The festival takes place on a lush green lawn in front of the Old Capitol, and on Clinton Street and Iowa Avenue, which are closed to traffic and open to aimless rambling. Following the final headliner (this year, Charles Lloyd), there will be fireworks over the river, visible from the festival site. The fireworks are always a perfect ending to the festival.

As a university town, Iowa City is full of students. It can be noisy at night, and the bars are usually ear-splitting and overflowing. If you’re not in your early 20s, there will be moments when you feel old. That’s just how it is. On the other hand, it’s kind of nice to be among all of those short shorts, halter tops and beards, even as a tourist.

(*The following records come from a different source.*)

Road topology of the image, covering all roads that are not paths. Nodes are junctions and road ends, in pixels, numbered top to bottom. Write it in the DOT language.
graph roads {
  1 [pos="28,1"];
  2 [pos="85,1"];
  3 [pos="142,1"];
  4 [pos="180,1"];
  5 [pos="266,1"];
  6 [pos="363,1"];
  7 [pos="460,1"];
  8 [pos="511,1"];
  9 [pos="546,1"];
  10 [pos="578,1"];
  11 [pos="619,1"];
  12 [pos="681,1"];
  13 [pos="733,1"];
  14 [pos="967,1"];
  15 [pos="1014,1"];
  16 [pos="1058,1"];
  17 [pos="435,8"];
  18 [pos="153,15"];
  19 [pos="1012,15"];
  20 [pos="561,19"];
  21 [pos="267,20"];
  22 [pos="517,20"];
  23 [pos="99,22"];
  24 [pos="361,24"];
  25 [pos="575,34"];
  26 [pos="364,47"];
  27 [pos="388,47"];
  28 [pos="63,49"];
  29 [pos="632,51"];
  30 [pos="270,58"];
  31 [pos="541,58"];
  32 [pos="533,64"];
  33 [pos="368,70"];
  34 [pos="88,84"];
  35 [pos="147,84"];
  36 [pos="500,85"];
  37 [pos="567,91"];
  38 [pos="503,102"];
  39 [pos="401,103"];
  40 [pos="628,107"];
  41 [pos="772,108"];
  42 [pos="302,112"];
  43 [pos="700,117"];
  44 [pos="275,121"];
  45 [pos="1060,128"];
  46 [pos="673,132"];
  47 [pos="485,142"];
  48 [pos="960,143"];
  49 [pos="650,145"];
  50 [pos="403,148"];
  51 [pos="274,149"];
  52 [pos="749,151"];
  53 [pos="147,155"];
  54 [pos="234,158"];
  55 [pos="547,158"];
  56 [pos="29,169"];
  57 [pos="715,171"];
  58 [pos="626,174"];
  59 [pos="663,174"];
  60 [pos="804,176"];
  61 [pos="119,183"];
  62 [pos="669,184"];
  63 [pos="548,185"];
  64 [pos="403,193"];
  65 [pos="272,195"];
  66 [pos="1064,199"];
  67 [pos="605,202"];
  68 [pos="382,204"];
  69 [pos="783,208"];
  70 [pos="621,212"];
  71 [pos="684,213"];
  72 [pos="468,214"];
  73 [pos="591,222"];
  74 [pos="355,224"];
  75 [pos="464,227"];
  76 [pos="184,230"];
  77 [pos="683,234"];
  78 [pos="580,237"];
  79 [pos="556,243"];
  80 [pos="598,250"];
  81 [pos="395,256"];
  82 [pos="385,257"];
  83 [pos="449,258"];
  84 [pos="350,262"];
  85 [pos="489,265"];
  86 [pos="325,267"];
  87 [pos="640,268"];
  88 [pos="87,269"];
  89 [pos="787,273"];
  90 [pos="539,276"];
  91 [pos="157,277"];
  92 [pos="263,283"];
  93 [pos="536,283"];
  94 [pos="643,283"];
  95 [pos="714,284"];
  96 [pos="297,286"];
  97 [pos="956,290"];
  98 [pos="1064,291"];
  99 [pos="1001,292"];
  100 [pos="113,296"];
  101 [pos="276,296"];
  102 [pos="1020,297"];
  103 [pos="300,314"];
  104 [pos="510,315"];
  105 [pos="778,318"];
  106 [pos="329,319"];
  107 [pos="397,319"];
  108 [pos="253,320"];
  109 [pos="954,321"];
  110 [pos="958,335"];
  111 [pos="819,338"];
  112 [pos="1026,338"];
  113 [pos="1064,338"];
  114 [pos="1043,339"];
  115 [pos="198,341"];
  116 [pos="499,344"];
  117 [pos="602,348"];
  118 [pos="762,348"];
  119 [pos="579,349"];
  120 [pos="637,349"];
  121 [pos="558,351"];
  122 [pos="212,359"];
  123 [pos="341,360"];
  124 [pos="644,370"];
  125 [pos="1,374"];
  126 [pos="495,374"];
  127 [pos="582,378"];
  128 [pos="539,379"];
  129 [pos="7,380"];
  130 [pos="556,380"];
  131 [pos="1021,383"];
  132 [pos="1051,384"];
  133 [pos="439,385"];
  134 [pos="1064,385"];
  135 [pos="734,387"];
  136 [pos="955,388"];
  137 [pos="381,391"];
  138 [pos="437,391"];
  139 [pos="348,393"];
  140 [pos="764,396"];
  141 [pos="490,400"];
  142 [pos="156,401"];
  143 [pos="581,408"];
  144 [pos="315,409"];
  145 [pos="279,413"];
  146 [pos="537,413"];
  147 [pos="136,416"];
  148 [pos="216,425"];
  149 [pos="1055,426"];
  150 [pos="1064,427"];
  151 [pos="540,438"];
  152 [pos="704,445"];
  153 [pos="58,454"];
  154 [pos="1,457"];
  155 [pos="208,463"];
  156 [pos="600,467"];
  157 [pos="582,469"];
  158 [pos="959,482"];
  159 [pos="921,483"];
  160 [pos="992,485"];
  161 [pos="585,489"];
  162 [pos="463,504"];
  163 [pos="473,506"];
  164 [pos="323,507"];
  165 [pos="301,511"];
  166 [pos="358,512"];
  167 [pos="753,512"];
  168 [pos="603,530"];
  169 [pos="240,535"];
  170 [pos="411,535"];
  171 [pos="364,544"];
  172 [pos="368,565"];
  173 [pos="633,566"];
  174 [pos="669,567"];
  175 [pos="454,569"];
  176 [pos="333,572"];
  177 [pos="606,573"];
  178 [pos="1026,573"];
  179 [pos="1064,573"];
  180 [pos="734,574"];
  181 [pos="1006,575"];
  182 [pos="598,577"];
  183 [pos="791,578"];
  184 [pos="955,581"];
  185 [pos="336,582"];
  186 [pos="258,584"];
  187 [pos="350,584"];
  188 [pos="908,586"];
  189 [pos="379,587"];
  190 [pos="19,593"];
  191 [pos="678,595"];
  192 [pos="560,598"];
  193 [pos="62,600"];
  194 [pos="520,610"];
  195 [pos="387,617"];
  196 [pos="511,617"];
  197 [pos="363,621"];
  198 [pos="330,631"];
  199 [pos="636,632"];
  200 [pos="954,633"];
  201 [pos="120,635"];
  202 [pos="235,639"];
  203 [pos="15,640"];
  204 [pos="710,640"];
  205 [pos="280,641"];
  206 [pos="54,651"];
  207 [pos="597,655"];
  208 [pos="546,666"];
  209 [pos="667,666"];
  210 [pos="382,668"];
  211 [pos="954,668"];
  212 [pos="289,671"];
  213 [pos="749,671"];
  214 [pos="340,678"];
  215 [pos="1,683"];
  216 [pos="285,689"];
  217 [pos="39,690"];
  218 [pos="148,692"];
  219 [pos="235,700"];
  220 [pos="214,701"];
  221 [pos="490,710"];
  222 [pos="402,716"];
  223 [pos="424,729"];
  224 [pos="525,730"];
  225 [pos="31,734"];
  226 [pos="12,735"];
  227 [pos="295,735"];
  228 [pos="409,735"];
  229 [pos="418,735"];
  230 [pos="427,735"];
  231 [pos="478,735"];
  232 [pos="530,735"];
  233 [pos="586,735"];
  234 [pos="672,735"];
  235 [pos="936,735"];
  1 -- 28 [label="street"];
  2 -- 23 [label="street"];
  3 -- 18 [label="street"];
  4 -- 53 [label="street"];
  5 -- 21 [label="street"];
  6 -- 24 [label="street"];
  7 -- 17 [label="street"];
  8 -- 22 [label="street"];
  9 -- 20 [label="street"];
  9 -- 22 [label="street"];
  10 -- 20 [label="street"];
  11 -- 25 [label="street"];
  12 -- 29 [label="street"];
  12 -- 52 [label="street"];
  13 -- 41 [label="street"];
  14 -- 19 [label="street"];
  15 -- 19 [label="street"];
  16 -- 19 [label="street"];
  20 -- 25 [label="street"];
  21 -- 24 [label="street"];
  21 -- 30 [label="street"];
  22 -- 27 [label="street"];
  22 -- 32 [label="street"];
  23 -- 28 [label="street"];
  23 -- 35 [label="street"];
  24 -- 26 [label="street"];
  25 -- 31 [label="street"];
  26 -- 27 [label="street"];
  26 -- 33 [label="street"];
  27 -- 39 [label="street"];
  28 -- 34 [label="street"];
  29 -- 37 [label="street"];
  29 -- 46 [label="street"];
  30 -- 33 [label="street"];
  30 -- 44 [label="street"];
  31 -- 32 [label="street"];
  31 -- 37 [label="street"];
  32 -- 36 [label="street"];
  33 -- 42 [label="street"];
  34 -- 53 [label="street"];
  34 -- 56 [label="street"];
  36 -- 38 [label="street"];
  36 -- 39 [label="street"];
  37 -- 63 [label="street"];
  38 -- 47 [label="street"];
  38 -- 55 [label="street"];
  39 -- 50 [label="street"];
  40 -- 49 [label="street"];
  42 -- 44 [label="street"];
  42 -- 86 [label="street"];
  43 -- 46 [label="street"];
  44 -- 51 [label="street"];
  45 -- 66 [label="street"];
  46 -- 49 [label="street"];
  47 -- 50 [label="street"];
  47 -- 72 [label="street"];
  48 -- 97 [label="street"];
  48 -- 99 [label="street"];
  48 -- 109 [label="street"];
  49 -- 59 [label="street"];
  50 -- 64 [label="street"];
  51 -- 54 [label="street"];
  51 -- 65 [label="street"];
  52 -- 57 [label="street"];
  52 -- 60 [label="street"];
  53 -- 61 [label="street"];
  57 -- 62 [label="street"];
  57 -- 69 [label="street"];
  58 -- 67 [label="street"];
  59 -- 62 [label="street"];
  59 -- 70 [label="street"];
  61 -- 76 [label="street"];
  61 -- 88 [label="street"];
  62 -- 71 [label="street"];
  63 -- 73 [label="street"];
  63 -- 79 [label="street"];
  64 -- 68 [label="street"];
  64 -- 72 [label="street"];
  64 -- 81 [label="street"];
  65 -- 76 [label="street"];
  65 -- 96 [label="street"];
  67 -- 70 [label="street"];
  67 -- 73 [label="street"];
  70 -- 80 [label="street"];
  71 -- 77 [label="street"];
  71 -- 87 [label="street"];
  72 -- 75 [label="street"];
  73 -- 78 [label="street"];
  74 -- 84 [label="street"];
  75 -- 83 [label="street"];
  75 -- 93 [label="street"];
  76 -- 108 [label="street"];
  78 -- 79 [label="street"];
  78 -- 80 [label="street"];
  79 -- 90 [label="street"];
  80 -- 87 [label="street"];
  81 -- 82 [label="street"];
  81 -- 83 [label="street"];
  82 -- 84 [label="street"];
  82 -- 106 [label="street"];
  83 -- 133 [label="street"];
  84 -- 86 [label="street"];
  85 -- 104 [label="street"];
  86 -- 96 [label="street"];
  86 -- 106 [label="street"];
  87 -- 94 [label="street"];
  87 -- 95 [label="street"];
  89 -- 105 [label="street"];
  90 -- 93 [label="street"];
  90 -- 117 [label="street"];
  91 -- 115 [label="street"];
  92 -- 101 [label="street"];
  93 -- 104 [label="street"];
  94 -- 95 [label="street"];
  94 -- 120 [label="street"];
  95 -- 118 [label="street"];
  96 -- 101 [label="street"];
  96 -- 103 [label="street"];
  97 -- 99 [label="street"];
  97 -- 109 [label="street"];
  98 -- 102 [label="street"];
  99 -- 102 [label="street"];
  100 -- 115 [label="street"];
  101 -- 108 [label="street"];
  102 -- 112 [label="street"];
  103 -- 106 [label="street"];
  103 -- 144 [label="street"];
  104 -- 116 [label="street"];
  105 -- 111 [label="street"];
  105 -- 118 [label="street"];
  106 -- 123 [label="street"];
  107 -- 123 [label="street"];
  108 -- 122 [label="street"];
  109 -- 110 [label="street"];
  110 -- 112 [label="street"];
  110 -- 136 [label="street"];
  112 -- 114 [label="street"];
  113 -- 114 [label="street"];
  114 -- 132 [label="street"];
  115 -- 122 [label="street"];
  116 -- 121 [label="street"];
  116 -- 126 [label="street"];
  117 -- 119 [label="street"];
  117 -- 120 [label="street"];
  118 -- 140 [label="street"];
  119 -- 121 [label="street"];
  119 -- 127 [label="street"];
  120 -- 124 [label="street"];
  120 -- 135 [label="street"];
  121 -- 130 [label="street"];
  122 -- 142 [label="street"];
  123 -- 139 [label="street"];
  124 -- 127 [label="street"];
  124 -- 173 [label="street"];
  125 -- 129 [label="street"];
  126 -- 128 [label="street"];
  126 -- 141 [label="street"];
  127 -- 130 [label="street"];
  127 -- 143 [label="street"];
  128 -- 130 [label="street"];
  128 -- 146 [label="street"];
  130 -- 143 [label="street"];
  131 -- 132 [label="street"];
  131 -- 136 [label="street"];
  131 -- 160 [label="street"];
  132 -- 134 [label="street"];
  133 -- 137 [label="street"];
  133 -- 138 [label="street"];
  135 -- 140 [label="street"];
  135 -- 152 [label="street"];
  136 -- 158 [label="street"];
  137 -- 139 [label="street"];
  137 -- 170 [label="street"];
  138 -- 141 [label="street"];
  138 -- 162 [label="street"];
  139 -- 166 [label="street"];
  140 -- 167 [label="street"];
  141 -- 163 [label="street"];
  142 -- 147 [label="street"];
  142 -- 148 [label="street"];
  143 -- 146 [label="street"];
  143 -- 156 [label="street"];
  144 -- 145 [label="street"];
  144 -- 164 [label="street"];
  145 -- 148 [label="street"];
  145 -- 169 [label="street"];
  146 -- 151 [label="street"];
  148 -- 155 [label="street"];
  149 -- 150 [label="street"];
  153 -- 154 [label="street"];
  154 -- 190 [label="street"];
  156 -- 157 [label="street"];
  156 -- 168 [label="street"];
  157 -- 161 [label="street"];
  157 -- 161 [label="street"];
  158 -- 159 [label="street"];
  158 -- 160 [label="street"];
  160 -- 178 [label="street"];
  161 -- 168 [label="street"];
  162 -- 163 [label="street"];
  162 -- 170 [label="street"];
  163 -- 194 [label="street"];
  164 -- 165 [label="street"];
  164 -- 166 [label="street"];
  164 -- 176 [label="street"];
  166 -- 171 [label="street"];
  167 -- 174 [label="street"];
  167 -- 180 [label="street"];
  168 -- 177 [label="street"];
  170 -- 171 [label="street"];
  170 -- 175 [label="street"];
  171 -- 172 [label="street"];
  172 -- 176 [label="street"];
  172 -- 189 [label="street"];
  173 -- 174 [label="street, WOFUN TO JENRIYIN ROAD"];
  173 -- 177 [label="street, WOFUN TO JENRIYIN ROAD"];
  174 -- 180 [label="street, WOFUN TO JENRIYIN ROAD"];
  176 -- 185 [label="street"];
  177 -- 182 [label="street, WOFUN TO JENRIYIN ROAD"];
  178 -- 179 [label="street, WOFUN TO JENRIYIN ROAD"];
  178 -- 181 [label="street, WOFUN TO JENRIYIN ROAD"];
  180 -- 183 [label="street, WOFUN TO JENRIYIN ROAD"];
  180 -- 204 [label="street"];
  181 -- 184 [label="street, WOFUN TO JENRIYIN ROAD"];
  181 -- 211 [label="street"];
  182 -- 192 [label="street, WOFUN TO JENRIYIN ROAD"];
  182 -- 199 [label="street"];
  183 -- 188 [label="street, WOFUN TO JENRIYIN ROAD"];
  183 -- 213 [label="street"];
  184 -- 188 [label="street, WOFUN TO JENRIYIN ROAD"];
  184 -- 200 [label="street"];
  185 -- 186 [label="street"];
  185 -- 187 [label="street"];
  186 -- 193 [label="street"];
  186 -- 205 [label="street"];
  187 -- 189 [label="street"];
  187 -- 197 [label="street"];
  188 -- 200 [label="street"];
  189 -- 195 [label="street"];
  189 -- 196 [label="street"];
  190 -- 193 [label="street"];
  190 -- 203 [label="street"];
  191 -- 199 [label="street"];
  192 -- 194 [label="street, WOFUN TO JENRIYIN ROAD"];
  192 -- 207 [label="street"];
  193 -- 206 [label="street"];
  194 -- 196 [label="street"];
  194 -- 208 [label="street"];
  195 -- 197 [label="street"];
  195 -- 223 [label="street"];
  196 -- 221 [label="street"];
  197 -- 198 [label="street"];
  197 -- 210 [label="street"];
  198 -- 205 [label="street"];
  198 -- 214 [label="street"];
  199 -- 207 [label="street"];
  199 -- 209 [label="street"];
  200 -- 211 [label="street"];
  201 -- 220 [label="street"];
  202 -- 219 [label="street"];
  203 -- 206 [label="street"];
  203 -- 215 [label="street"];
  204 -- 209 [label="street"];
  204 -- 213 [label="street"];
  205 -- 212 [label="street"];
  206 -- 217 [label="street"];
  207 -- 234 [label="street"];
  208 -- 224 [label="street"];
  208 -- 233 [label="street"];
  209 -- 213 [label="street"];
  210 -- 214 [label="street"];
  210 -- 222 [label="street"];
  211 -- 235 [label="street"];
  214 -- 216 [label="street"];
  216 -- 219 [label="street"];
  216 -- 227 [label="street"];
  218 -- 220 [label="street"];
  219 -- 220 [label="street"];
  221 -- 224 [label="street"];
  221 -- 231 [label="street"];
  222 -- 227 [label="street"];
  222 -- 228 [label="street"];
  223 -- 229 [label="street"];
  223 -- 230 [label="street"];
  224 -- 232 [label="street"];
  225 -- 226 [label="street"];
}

And – this is one of the small miracles of the Iowa City Jazz Festival – you can take your chair to the festival site mid-morning, set it up where you want it, return hours later for the music, and your chair will still be there. 

Only once have we had cause to doubt that. Last year, we spent the last hour or so of the final night wandering, meeting friends, and taking photos. We returned and our chairs were not where we had left them. They had been moved about 10 feet and turned to face the fireworks. Two strangers were in them. We walked in their direction, they saw us, stood up immediately, and said “Sorry, we thought someone had forgotten them.”

Iowa City, never change.

5. Good fair food. Seriously. You can buy fried stuff if you want, but you can also buy amazing grilled and roasted stuff, and Indian food and other spicy, tasty edibles. You might want to make a dinner reservation for one night, but you can eat well on the street, without a reservation.

6. It’s free. Because of the generosity and civic-mindedness of many sponsors and supporters, every second of music at the festival is free. So thanks to the University of Iowa Community Credit Union, and MidWestOneBank, and Integrated DNA Technologies, and Oaknoll Retirement Community, and everyone else who stepped forward and put money in the bucket. Volunteers will be carrying buckets through the crowd during the festival, if you feel moved to make a contribution.